Croyez-le ou non, votre Tenancier a toujours considéré la collection Espionnage au Fleuve Noir comme une série crépusculaire. Sans doute cela est dû au fond noir des couvertures des débuts de la collection mais également au fait que cet univers avait toujours des corrélations intimes avec la nuit ou bien avec des univers en faillite. Bien évidemment, nous sommes loin des ouvrages de Le Carré et la lecture de ces livres ne nécessitent pas trop de ressources en intellect. Du reste, si l’on trouve pas mal d’ouvrages particuliers sur les collections policières ou de SF, on serait en peine de trouver une bibliographie un peu fouillée sur l'espionnage. Certes, votre Tenancier n’as nullement vocation à l’universalité et on pourra lui opposer tel source ou tel publication rien que pour le contrarier, certes… Mais augurez donc avec moi qu’on ne croule pas sous la quantité. Nous détenons une étude, un ouvrage général pour lequel on s’est empressé de distraire quelques sesterces, il s’agit de L’idéologie dans le roman d’espionnage, d’Érik Neveu. Si le dieu Janus nous protège comme il faut, p’têt ben qu’on aura le temps de vous en causer un de ces jours.
L’évocation de cet ouvrage n’est pas innocente ici. L’idéologie du roman d’espionnage au Fleuve Noir ne se distingue pas par sa nuance ni sa défense absolue d’un idéal libertaire, loin de là. On sort de ces lectures avec plus de convictions impérialistes que des idées démocratiques et les droits de l’homme y sont plutôt une vue de l’esprit. Quant à la place de la femme dans ce genre de littérature, chacun de nous a eu dans les mains les ignobles petites saloperies estampillées SAS (publiées par la concurrence, chez Plon) dont l’auteur fut d’ailleurs encensé récemment dans les colonnes de Libération. A toute cette littérature consternante pour ce qui concerne la dignité même de ceux qui la lisent sans le recul nécessaire, il fallait opposer un auteur quelque peu reposant : G.-J. Arnaud.
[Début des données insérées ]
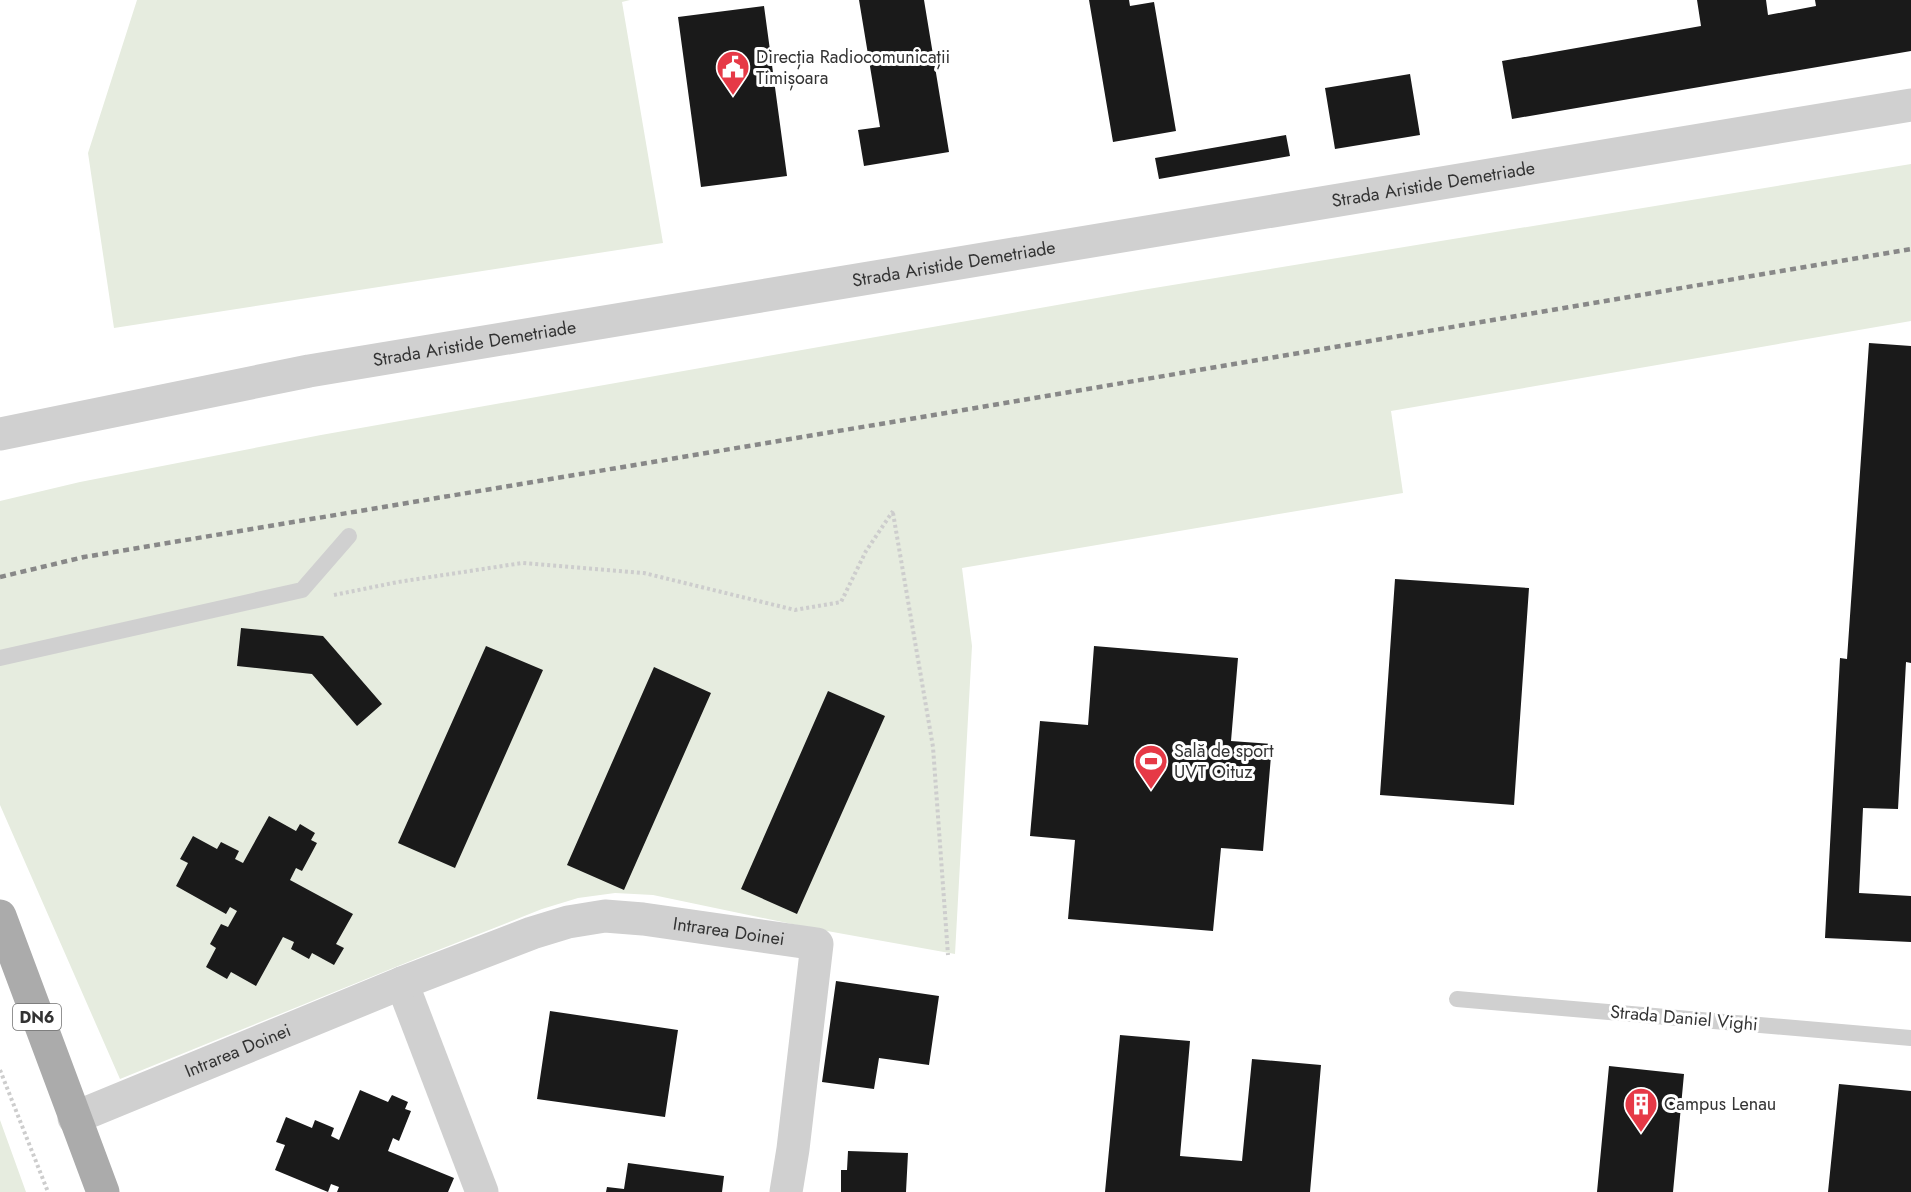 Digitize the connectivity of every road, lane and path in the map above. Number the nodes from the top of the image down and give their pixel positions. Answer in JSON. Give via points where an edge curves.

On se propose dans les temps à venir de chroniquer de temps à autre une série qui faisait partie de la collection Espionnage au Fleuve Noir et dont le héros, Serge Kovask, alias Le Commander, constitue une sorte de bain de fraîcheur dans le machisme et la violence ordinaire. A travers cette petites chronique, on se propose de suivre l’évolution, importante, du personnage et également de rendre hommage à un auteur populaire méconnu du grand public et dont on estime la production à plus de 350 titres.

The Tenancier Is Baque

A peine achevé le blogue Feuilles d’automne, voici que votre Tenancier chéri récidive. Que l’on vous explique : votre serviteur est en train d’affronter quelques tournants dans son existence et il a décidé de laisser certaines choses derrière lui. L’ancien blogue — qu'il laisse en consultation, bien sûr, hors de question de le supprimer ! — était surtout consacré au livre dans sa partie matérielle Cela finissait par devenir une contrainte désagréable que le Tenancier avait cru pouvoir contourner en créant quelques blogues parallèles, lui procurant ainsi un travail tellement supplémentaire qu’il s’est trouvé à un moment dans l’incapacité d’y faire face. Alors voilà, pouf pouf, on recommence ! Bientôt, quand on aura liquidé les affaires de la libraire (parce que là aussi, cela s’arrête), on arrivera à un rythme assez régulier dans la publication des billets. D’ailleurs, certains amis du précédent blogue seront dans celui-ci car on s’en voudrait d’abandonner l’esprit, les historiettes et les terribles vermotisations de cette engeance.